**EXERCISE GOAL:** What you return should be the line containing "Digitize the connectivity" and each line after it to the end of the records, copied exactly.

(INPUT DATA)

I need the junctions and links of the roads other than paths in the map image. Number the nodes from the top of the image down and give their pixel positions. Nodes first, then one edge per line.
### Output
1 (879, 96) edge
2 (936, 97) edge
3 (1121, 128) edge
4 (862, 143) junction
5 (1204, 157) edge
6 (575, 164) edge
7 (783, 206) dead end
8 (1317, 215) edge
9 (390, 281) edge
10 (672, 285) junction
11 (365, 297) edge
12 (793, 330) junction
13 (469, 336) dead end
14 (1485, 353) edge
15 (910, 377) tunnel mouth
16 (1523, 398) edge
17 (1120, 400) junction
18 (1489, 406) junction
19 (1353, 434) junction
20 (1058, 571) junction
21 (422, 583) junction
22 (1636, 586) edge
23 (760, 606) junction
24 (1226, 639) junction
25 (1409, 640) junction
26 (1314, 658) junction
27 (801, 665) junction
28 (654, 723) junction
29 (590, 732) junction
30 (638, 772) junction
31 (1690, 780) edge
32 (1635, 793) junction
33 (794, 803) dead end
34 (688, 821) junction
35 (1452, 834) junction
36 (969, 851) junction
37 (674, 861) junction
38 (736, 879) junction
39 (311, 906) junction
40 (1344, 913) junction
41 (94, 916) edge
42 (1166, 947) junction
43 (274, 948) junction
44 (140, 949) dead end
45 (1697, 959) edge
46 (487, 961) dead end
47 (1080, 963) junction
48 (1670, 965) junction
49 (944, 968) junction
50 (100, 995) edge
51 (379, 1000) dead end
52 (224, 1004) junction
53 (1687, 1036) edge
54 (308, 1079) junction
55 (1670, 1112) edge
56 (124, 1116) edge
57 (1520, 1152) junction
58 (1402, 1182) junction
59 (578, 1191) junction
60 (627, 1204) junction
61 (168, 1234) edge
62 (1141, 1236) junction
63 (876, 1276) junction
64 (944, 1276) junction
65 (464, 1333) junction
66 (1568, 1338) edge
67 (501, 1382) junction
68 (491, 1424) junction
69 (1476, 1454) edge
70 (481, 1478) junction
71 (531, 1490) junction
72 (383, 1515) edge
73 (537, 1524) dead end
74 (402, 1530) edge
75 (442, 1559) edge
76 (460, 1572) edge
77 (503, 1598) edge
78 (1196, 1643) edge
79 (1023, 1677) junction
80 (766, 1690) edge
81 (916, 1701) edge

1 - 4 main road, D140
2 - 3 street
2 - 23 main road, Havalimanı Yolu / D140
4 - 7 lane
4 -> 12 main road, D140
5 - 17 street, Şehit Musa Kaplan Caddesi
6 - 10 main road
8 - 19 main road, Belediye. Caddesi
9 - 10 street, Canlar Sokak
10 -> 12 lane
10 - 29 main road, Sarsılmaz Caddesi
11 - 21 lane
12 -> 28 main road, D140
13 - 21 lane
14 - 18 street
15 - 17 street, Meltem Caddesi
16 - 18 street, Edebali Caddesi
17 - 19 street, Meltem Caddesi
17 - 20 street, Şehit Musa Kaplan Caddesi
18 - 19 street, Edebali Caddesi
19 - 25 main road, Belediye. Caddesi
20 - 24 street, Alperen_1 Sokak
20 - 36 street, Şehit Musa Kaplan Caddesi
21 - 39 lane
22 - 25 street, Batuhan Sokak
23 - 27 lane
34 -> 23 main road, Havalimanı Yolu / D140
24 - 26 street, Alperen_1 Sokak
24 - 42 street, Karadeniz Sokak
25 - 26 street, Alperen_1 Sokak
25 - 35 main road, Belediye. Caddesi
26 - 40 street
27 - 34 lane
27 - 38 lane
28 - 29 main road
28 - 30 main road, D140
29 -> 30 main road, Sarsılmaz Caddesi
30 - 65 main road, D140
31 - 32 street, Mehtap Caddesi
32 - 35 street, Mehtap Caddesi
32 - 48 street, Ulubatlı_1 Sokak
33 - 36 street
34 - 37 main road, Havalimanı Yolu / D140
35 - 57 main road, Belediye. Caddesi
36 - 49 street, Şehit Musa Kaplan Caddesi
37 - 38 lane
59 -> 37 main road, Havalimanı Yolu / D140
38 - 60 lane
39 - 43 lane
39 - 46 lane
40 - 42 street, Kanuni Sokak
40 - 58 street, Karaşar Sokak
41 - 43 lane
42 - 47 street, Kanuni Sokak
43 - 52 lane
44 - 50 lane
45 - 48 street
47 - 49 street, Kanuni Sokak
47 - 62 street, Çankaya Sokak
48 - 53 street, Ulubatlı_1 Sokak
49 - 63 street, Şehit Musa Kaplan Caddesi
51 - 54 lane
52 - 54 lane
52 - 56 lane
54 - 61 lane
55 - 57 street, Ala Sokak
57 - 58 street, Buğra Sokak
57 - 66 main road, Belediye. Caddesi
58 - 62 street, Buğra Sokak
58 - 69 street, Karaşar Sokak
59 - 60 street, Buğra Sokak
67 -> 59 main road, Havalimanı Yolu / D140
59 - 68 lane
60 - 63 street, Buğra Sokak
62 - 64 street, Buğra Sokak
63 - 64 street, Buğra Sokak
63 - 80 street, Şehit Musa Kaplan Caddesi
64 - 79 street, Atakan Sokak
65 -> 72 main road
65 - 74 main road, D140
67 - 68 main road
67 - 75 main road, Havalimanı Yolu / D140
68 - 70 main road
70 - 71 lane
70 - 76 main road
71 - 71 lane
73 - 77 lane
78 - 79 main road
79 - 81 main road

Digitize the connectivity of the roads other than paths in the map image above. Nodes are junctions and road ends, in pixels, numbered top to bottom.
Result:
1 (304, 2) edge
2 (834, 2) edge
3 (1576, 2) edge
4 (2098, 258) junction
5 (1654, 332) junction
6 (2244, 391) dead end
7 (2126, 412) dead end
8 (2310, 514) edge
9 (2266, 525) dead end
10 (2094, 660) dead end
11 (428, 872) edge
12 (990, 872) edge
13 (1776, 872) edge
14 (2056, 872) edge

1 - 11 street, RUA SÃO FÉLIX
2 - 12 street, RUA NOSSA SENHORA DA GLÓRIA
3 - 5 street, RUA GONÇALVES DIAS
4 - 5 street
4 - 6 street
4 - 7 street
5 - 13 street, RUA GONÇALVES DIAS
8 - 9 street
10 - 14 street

(End INPUT DATA)

**YOUR SOLUTION:**
Digitize the connectivity of the roads other than paths in the map image above. Nodes are junctions and road ends, in pixels, numbered top to bottom.
Result:
1 (304, 2) edge
2 (834, 2) edge
3 (1576, 2) edge
4 (2098, 258) junction
5 (1654, 332) junction
6 (2244, 391) dead end
7 (2126, 412) dead end
8 (2310, 514) edge
9 (2266, 525) dead end
10 (2094, 660) dead end
11 (428, 872) edge
12 (990, 872) edge
13 (1776, 872) edge
14 (2056, 872) edge

1 - 11 street, RUA SÃO FÉLIX
2 - 12 street, RUA NOSSA SENHORA DA GLÓRIA
3 - 5 street, RUA GONÇALVES DIAS
4 - 5 street
4 - 6 street
4 - 7 street
5 - 13 street, RUA GONÇALVES DIAS
8 - 9 street
10 - 14 street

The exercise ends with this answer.